Subset rows in data.table if all specified columns match a criterion

Question

I have a data.table 'a' and a vector of column names 'cols':

a <- data.table(n = c("case1", "case2", "case3"), x = c(0,2,5), y = c(1,1,4), z = c(1,1,0))
cols <- c("x", "y", "z")
a
#        n x y z
# 1: case1 0 1 1
# 2: case2 2 1 1
# 3: case3 5 4 0

I want to select rows from a were all values in the columns whose names are saved in cols are above 0.

Desired result:

#        n x y z
# 2: case2 2 1 1

I used apply in combination with all(), but I think there is a much faster way with data.table to do this. My original data is of course much much larger and cols contains up 80 column names. Thanks for your help!

---

Benchmarks

Thank you for your answers! All of them work but obviously with different performance. Please check the comments of the accepted answer for a benchmark. The fastest way to do this is, indeed:

a[ a[, do.call(pmin, .SD) > 0, .SDcols = cols] ]

I also replicated the benchmarks for the different solutions using the rbenchmark package and my original dataset with slightly different parameters (880,000 rows, 64 columns from which 62 are selected) and can confirm the speed ranking of the different solutions (10 replications have been made):

z[z[, !Reduce(`+`, lapply(.SD, `<`, 11)),.SDcols = col.names]]: 3.32 sec

z[apply(z[, col.names, with = FALSE], 1, function(x) all(x > 10))]: 37.41 sec

z[ z[, do.call(pmin, .SD) > 10, .SDcols = col.names] ]: 2.03 sec

z[rowSums(z[, lapply(.SD, `<`, 11), .SDcols = col.names]) == 0]: 4.84 sec

Answer 1

We can use Reduce with .SDcols.
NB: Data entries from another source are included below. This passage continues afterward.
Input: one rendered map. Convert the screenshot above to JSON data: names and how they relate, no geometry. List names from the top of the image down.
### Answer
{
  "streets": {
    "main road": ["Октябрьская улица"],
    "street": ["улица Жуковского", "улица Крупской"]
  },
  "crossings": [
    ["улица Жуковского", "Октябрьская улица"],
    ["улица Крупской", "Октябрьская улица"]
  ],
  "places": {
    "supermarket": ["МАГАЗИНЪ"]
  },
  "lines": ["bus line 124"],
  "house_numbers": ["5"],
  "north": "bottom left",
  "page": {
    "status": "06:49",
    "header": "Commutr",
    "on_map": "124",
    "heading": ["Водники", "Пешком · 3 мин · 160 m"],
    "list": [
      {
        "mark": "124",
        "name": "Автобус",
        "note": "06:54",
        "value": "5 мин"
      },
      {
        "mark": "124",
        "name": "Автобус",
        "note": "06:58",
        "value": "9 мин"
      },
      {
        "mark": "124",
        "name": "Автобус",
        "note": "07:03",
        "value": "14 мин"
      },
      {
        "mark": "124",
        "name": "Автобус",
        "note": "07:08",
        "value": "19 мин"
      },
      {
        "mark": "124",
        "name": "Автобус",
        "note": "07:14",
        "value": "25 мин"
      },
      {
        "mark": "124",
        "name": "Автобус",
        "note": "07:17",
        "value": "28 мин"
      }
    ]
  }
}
Specify the columns of interest in .SDcols, loop through the Subset of Data.table (.SD) check whether it is equal 0, get the sum of each row with Reduce, negate (!) to get a logical vector which returns TRUE when there are no 0 elements and use that to subset the rows of 'a'

a[a[, !Reduce(`+`, lapply(.SD, `<=`, 0)),.SDcols = cols]]
#       n x y z
#1: case2 2 1 1

Or as @Frank mentioned in the comments, pmin can be used as well

a[a[, do.call(pmin, .SD), .SDcols = cols]>0]